Non c'è solo la relazione fra realtà e irrealtà: ciò che è surreale, a volte, sembra più reale della realtà.

«È così. La realtà è una costruzione della nostra mente, non è qualcosa di dato, è un sogno come tutti gli altri. Ma credo che, quando si scrivono storie fantastiche, sia necessario essere molto realistici: bisogna costruire personaggi, paesaggi e trame credibili, altrimenti non c'è connessione col mondo. Per questo cerco di essere sempre molto realistico e di descrivere tutto accuratamente, anche in termini scientifici: la letteratura fantastica deve farsi strada mostrando che la realtà può essere anche così, più interessante e gratificante rispetto a quella, noiosa, della quotidianità».

Ha vissuto sotto la censura di Ceausescu. Oggi c'è ancora censura?

«Certo. La censura non è solo una caratteristica delle società totalitaristiche ma anche dell'economia, della religione e di tutte quelle ideologie che sopprimono le opere che non ritengono accettabili, o che censurano chi non la pensa come loro. Ci imbattiamo nella censura in ogni momento. Un artista deve essere libero di esprimersi, e lo dico perché so che cosa sia la censura, nel suo significato più duro. Per 34 anni ho vissuto sotto la dittatura comunista».

Com'era?

«Quattro miei libri sono stati pubblicati sotto il regime, e ciascuno di essi è stato mutilato, fra cui Nostalgia: una delle storie fu completamente eliminata, e perfino il titolo non fu accettato, perché Nostalghia era il titolo del film che Tarkovskij aveva girato quando era fuggito dall'Urss e, quindi, era proibito... Del resto, tutto era censurato, anche i libri di cucina, anche l'elenco del telefono».

Stupefacente.

«Sì.

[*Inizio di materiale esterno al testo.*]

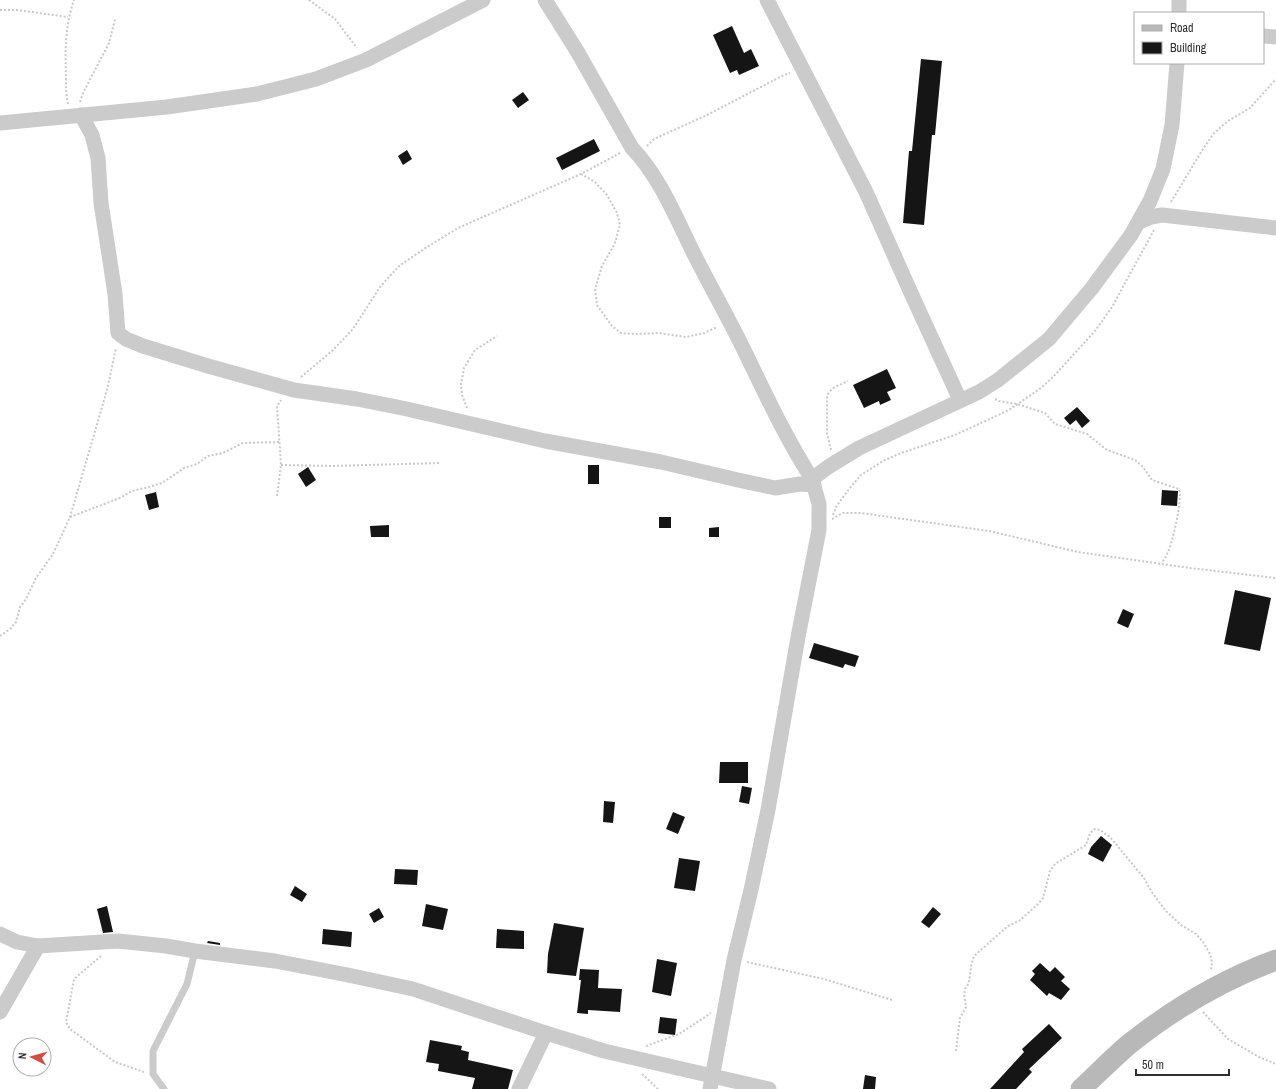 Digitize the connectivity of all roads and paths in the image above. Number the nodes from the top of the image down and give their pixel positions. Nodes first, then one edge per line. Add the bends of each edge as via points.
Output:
1 (74, 0) edge
2 (310, 0) edge
3 (483, 0) edge
4 (544, 0) edge
5 (767, 0) edge
6 (1180, 0) edge
7 (0, 10) edge
8 (1179, 12) edge
9 (69, 17) junction
10 (115, 19) dead end
11 (1264, 36) edge
12 (1276, 37) edge
13 (366, 60) junction
14 (1177, 64) edge
15 (803, 69) junction
16 (1276, 79) edge
17 (76, 116) junction
18 (0, 123) edge
19 (635, 151) junction
20 (580, 174) junction
21 (1162, 215) junction
22 (1139, 222) junction
23 (1276, 228) edge
24 (730, 324) junction
25 (118, 333) junction
26 (497, 336) dead end
27 (848, 381) dead end
28 (291, 389) junction
29 (979, 392) junction
30 (960, 400) junction
31 (479, 426) junction
32 (280, 442) junction
33 (440, 463) dead end
34 (281, 465) junction
35 (828, 467) junction
36 (813, 482) junction
37 (277, 496) dead end
38 (70, 517) junction
39 (819, 530) junction
40 (1160, 564) junction
41 (1276, 578) edge
42 (0, 636) edge
43 (0, 934) edge
44 (118, 941) junction
45 (38, 946) junction
46 (195, 951) junction
47 (734, 960) junction
48 (1276, 960) edge
49 (1197, 997) junction
50 (727, 998) junction
51 (892, 1000) dead end
52 (0, 1012) edge
53 (546, 1033) junction
54 (956, 1051) dead end
55 (622, 1055) junction
56 (1276, 1064) edge
57 (153, 1074) junction
58 (711, 1083) edge
59 (164, 1089) edge
60 (519, 1089) edge
61 (769, 1089) edge
62 (1081, 1089) edge

1 - 9 path
2 - 13 path via 335,19
3 - 13 street
4 - 19 street
5 - 15 street
6 - 8 street
7 - 9 path
9 - 17 path via 65,56 67,100
10 - 17 path via 109,43 83,93
11 - 12 street
13 - 17 street via 316,79 257,94 167,107
14 - 22 street via 1172,125 1163,169
15 - 19 path via 784,75 654,139
15 - 30 street via 866,192
16 - 21 path via 1250,108 1214,133
17 - 18 street
17 - 25 street via 92,136 98,158 101,203 115,294
19 - 20 path
19 - 24 street via 659,184
20 - 24 path via 595,182 606,195 620,225 595,289 597,305 612,326 620,333 659,333 686,337
20 - 28 path via 458,228 399,266 380,287 348,334
21 - 22 street
21 - 23 street
22 - 29 street via 1092,288 1049,339
24 - 36 street via 781,427
25 - 28 street via 143,346
25 - 38 path via 116,354 107,390
26 - 31 path via 475,350 464,368 462,396 467,409
27 - 35 path via 828,392 827,433 831,450
28 - 31 street via 407,408
28 - 32 path via 277,406
29 - 30 street
29 - 40 path via 999,401 1045,413 1055,424 1087,434 1107,450 1135,460 1152,480 1179,489 1179,504 1173,533 1167,556
30 - 35 street via 860,448
31 - 36 street via 661,462 775,488
32 - 34 path
32 - 38 path via 242,443 223,453 208,456 162,483 132,491
33 - 34 path
34 - 37 path
35 - 36 street
36 - 39 street via 819,504
38 - 42 path via 53,554 20,607 16,622
39 - 40 path via 843,513 861,513 989,531 1078,552
39 - 47 street via 768,810
40 - 41 path
43 - 45 street via 17,942
44 - 45 street
44 - 46 street
44 - 57 path via 74,979 66,1022 70,1029 114,1062
45 - 52 street
46 - 53 street via 276,961 413,989
46 - 57 lane via 187,984 153,1051
47 - 50 street
47 - 51 path via 824,979
48 - 49 main road
49 - 54 path via 1211,970 1212,962 1203,942 1165,910 1144,878 1110,837 1094,828 1086,845 1055,864 1050,871 1043,898 1038,904 974,956 969,983 964,994 966,1007 960,1018
49 - 56 path via 1228,1039
49 - 62 main road via 1128,1046
50 - 55 path via 680,1034
50 - 58 street
53 - 55 street
53 - 60 street
55 - 58 street
57 - 59 lane
58 - 61 street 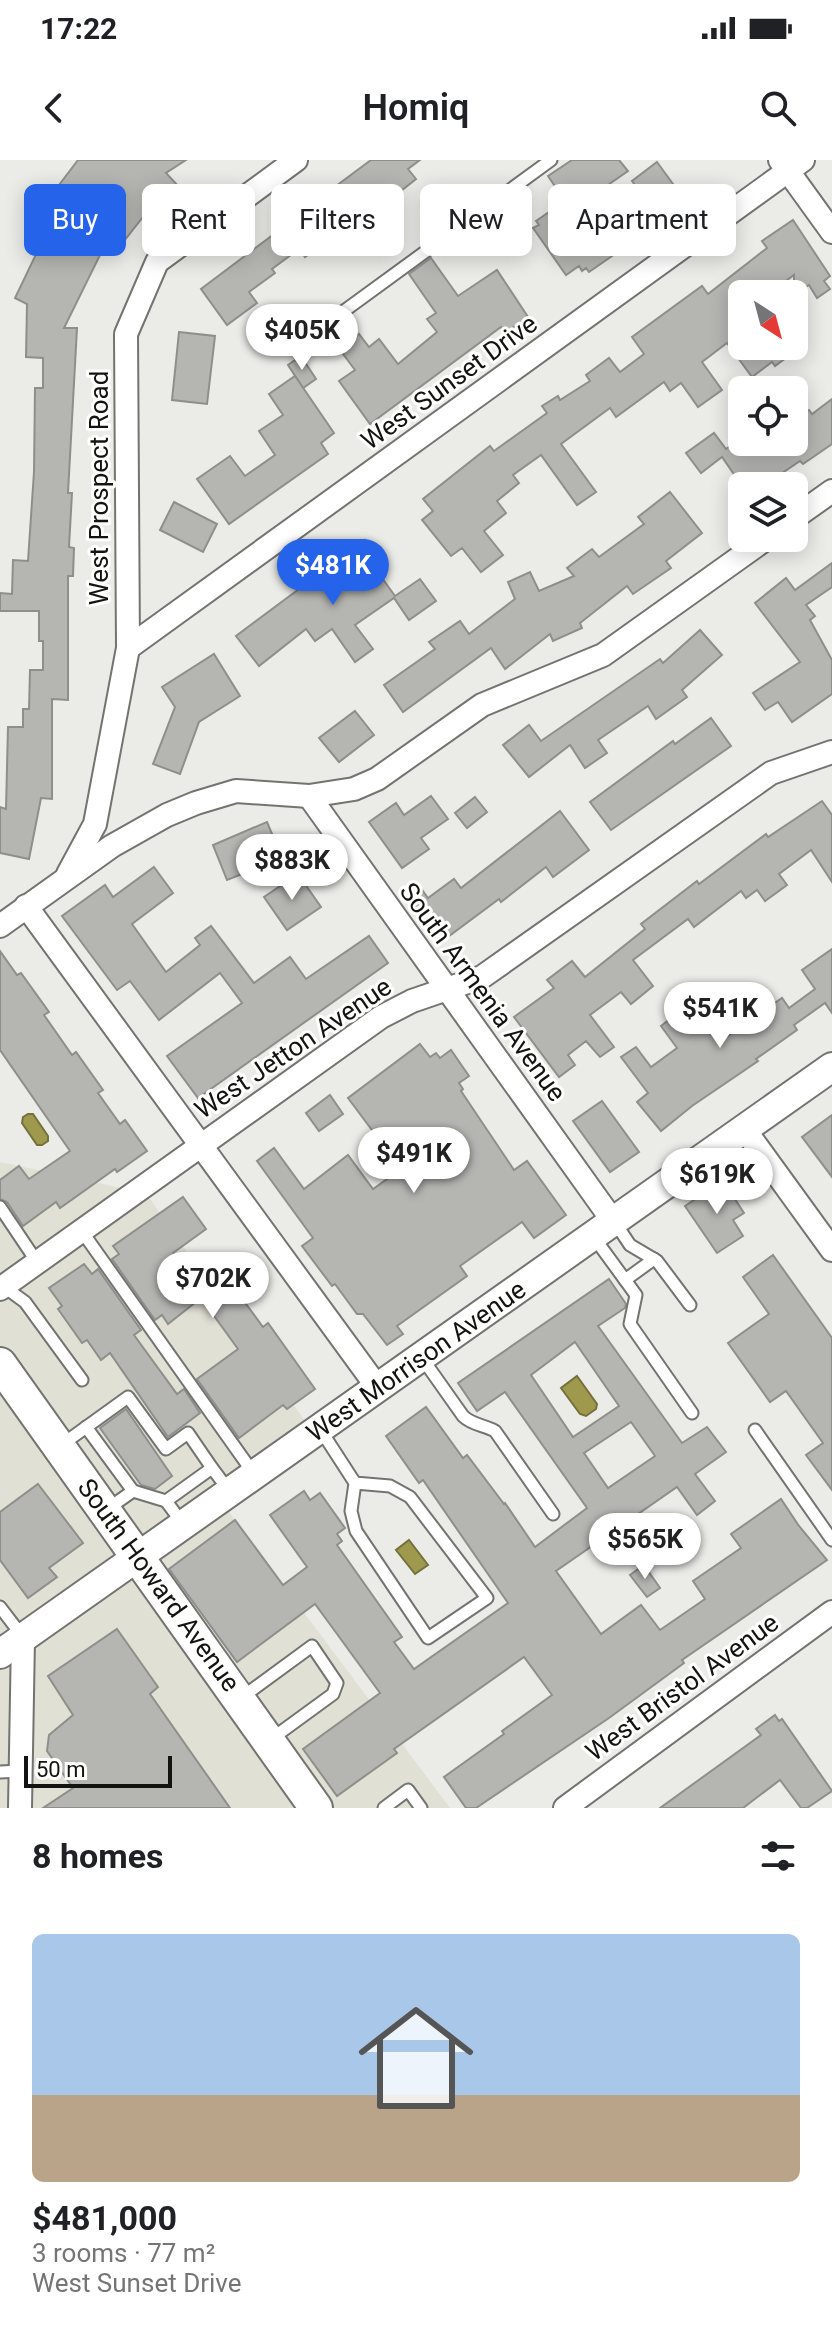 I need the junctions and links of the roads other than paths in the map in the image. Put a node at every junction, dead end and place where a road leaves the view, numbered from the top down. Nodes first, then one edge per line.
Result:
1 (296, 160) edge
2 (551, 160) edge
3 (791, 164) edge
4 (832, 232) edge
5 (307, 338) dead end
6 (832, 491) edge
7 (808, 508) edge
8 (747, 552) edge
9 (128, 648) junction
10 (832, 752) edge
11 (309, 796) junction
12 (63, 882) junction
13 (26, 906) junction
14 (0, 926) edge
15 (446, 989) junction
16 (832, 1067) edge
17 (745, 1130) junction
18 (198, 1146) junction
19 (0, 1207) edge
20 (603, 1228) junction
21 (81, 1230) junction
22 (832, 1250) edge
23 (654, 1259) junction
24 (37, 1262) junction
25 (625, 1280) junction
26 (1, 1286) edge
27 (690, 1305) dead end
28 (421, 1357) junction
29 (0, 1364) edge
30 (82, 1380) dead end
31 (378, 1388) junction
32 (692, 1413) dead end
33 (86, 1427) junction
34 (320, 1429) junction
35 (755, 1430) dead end
36 (59, 1446) junction
37 (212, 1468) junction
38 (254, 1475) junction
39 (355, 1483) junction
40 (133, 1491) junction
41 (230, 1492) junction
42 (166, 1501) junction
43 (106, 1510) junction
44 (553, 1514) dead end
45 (183, 1524) junction
46 (832, 1540) edge
47 (139, 1556) junction
48 (0, 1607) edge
49 (832, 1612) edge
50 (23, 1638) junction
51 (0, 1654) edge
52 (240, 1699) junction
53 (270, 1740) junction
54 (10, 1772) edge
55 (20, 1808) edge
56 (316, 1808) edge
57 (384, 1808) edge
58 (421, 1808) edge
59 (565, 1808) edge

1 - 9 street, West Prospect Road
2 - 5 lane
3 - 4 street
3 - 9 street, West Sunset Drive
6 - 7 street
8 - 11 street
9 - 12 street, West Prospect Road
10 - 15 street, West Jetton Avenue
11 - 12 street
11 - 15 street, South Armenia Avenue
12 - 13 street
13 - 14 street
13 - 18 street
15 - 18 street, West Jetton Avenue
15 - 20 street, South Armenia Avenue
16 - 17 street, West Morrison Avenue
17 - 20 street, West Morrison Avenue
17 - 22 street
18 - 21 street, West Jetton Avenue
18 - 31 street
19 - 24 lane
20 - 23 lane
20 - 25 lane
20 - 28 street, West Morrison Avenue
21 - 24 street, West Jetton Avenue
21 - 38 lane
23 - 25 lane
23 - 27 lane
24 - 26 street, West Jetton Avenue
25 - 32 lane
26 - 30 lane
28 - 31 street, West Morrison Avenue
28 - 44 lane
29 - 36 main road, South Howard Avenue
31 - 34 street, West Morrison Avenue
33 - 36 lane
33 - 37 lane
33 - 40 lane
34 - 38 street, West Morrison Avenue
34 - 39 lane
35 - 46 lane
36 - 43 main road, South Howard Avenue
37 - 41 lane
37 - 42 lane
38 - 41 street, West Morrison Avenue
39 - 39 lane
40 - 42 lane
40 - 43 lane
41 - 45 street, West Morrison Avenue
42 - 45 lane
43 - 47 main road, South Howard Avenue
45 - 47 street, West Morrison Avenue
47 - 50 street, West Morrison Avenue
47 - 52 main road, South Howard Avenue
48 - 50 lane
49 - 59 street, West Bristol Avenue
50 - 51 street, West Morrison Avenue
50 - 54 street
52 - 53 main road, South Howard Avenue
52 - 53 lane
53 - 56 main road, South Howard Avenue
54 - 55 street
57 - 58 lane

Una sorta di socialismo surreale. Era come vivere su un altro pianeta. Oggi è diverso, ma la censura si sente benissimo. Non c'è parola senza censura, anche interiore: abbiamo paura di dire ciò che pensiamo. Le persone aspettano solo che tu faccia un errore per giudicarti e punirti sui social.

Io cerco di essere vero e credo che ogni scrittore debba resistere alla pressione del pubblico e di qualsiasi ideologia».